| Stored data entries |
# # # #

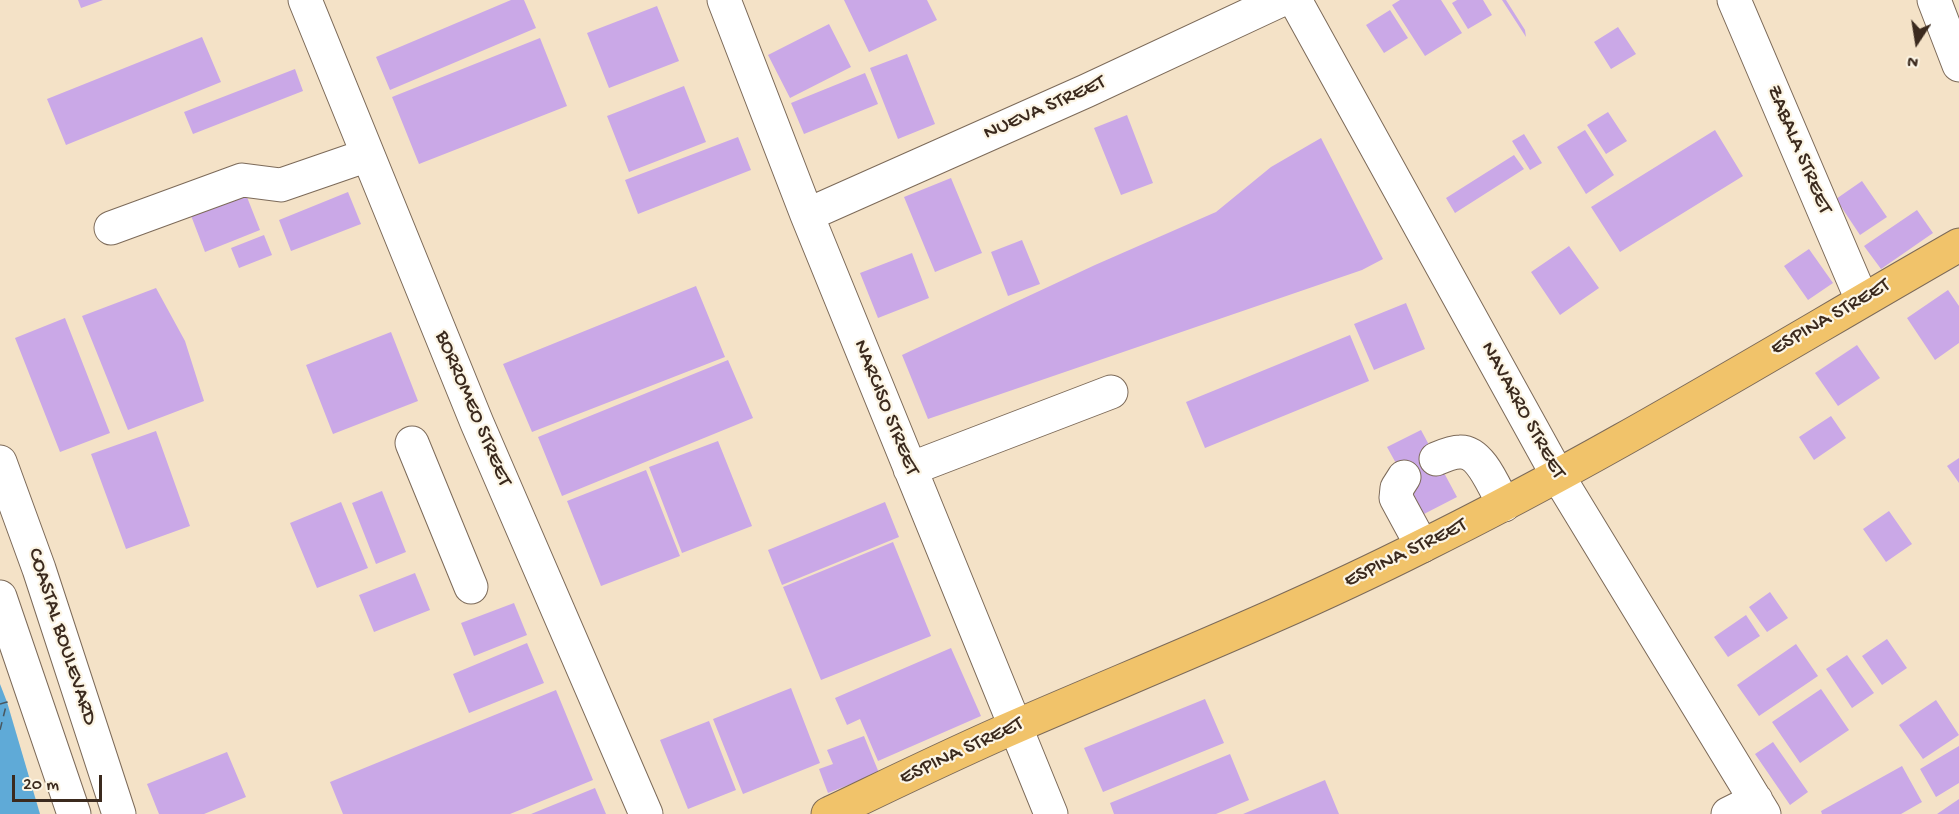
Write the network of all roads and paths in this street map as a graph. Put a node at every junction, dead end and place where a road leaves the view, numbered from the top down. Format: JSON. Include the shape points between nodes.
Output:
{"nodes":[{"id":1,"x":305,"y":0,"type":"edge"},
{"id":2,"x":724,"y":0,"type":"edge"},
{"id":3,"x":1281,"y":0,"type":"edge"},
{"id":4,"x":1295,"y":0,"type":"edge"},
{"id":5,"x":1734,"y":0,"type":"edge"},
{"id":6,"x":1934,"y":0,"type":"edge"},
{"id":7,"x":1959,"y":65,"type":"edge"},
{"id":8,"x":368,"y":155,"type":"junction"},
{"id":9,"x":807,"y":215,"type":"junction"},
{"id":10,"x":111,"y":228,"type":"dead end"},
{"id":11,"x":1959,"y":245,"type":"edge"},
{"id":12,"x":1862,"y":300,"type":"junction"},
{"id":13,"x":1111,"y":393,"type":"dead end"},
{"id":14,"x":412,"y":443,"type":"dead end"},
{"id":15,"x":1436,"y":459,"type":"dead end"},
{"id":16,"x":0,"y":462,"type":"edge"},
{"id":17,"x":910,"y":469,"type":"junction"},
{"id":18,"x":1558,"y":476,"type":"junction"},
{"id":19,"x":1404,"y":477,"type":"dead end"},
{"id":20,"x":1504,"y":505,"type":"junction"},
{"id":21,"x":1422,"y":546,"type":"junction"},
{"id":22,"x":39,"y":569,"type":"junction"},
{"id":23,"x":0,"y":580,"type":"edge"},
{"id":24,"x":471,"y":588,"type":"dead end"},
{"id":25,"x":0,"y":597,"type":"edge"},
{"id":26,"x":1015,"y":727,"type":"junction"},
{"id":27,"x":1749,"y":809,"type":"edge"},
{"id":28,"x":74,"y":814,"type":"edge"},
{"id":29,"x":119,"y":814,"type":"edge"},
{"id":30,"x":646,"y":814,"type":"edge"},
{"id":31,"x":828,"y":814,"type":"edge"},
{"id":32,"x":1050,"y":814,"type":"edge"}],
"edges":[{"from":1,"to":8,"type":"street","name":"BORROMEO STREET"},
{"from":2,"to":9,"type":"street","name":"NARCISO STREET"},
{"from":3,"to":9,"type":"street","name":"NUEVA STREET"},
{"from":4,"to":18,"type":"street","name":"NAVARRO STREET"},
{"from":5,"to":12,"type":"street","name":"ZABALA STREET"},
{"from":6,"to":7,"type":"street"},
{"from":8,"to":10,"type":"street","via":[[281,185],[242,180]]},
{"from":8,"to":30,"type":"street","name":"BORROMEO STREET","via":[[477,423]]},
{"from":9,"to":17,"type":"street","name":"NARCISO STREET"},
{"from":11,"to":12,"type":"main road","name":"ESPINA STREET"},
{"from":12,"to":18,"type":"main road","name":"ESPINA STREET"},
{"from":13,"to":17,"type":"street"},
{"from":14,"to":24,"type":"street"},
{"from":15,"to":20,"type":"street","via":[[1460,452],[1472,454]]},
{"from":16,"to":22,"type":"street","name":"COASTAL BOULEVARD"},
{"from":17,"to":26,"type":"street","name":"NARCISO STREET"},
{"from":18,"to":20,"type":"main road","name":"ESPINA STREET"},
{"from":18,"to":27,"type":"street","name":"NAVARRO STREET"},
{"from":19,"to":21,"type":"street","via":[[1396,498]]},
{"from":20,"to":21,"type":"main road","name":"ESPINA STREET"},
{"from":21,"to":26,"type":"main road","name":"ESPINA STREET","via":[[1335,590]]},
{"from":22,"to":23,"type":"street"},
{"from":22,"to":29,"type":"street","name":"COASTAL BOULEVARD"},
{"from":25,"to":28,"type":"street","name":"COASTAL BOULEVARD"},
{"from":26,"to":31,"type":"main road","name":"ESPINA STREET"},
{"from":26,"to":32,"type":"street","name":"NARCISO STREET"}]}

# # # #

| Exercise brief |
Exactly as written above, print every record, and keep the pictures out.

| Completed exercise |
Write the network of all roads and paths in this street map as a graph. Put a node at every junction, dead end and place where a road leaves the view, numbered from the top down. Format: JSON. Include the shape points between nodes.
Output:
{"nodes":[{"id":1,"x":305,"y":0,"type":"edge"},
{"id":2,"x":724,"y":0,"type":"edge"},
{"id":3,"x":1281,"y":0,"type":"edge"},
{"id":4,"x":1295,"y":0,"type":"edge"},
{"id":5,"x":1734,"y":0,"type":"edge"},
{"id":6,"x":1934,"y":0,"type":"edge"},
{"id":7,"x":1959,"y":65,"type":"edge"},
{"id":8,"x":368,"y":155,"type":"junction"},
{"id":9,"x":807,"y":215,"type":"junction"},
{"id":10,"x":111,"y":228,"type":"dead end"},
{"id":11,"x":1959,"y":245,"type":"edge"},
{"id":12,"x":1862,"y":300,"type":"junction"},
{"id":13,"x":1111,"y":393,"type":"dead end"},
{"id":14,"x":412,"y":443,"type":"dead end"},
{"id":15,"x":1436,"y":459,"type":"dead end"},
{"id":16,"x":0,"y":462,"type":"edge"},
{"id":17,"x":910,"y":469,"type":"junction"},
{"id":18,"x":1558,"y":476,"type":"junction"},
{"id":19,"x":1404,"y":477,"type":"dead end"},
{"id":20,"x":1504,"y":505,"type":"junction"},
{"id":21,"x":1422,"y":546,"type":"junction"},
{"id":22,"x":39,"y":569,"type":"junction"},
{"id":23,"x":0,"y":580,"type":"edge"},
{"id":24,"x":471,"y":588,"type":"dead end"},
{"id":25,"x":0,"y":597,"type":"edge"},
{"id":26,"x":1015,"y":727,"type":"junction"},
{"id":27,"x":1749,"y":809,"type":"edge"},
{"id":28,"x":74,"y":814,"type":"edge"},
{"id":29,"x":119,"y":814,"type":"edge"},
{"id":30,"x":646,"y":814,"type":"edge"},
{"id":31,"x":828,"y":814,"type":"edge"},
{"id":32,"x":1050,"y":814,"type":"edge"}],
"edges":[{"from":1,"to":8,"type":"street","name":"BORROMEO STREET"},
{"from":2,"to":9,"type":"street","name":"NARCISO STREET"},
{"from":3,"to":9,"type":"street","name":"NUEVA STREET"},
{"from":4,"to":18,"type":"street","name":"NAVARRO STREET"},
{"from":5,"to":12,"type":"street","name":"ZABALA STREET"},
{"from":6,"to":7,"type":"street"},
{"from":8,"to":10,"type":"street","via":[[281,185],[242,180]]},
{"from":8,"to":30,"type":"street","name":"BORROMEO STREET","via":[[477,423]]},
{"from":9,"to":17,"type":"street","name":"NARCISO STREET"},
{"from":11,"to":12,"type":"main road","name":"ESPINA STREET"},
{"from":12,"to":18,"type":"main road","name":"ESPINA STREET"},
{"from":13,"to":17,"type":"street"},
{"from":14,"to":24,"type":"street"},
{"from":15,"to":20,"type":"street","via":[[1460,452],[1472,454]]},
{"from":16,"to":22,"type":"street","name":"COASTAL BOULEVARD"},
{"from":17,"to":26,"type":"street","name":"NARCISO STREET"},
{"from":18,"to":20,"type":"main road","name":"ESPINA STREET"},
{"from":18,"to":27,"type":"street","name":"NAVARRO STREET"},
{"from":19,"to":21,"type":"street","via":[[1396,498]]},
{"from":20,"to":21,"type":"main road","name":"ESPINA STREET"},
{"from":21,"to":26,"type":"main road","name":"ESPINA STREET","via":[[1335,590]]},
{"from":22,"to":23,"type":"street"},
{"from":22,"to":29,"type":"street","name":"COASTAL BOULEVARD"},
{"from":25,"to":28,"type":"street","name":"COASTAL BOULEVARD"},
{"from":26,"to":31,"type":"main road","name":"ESPINA STREET"},
{"from":26,"to":32,"type":"street","name":"NARCISO STREET"}]}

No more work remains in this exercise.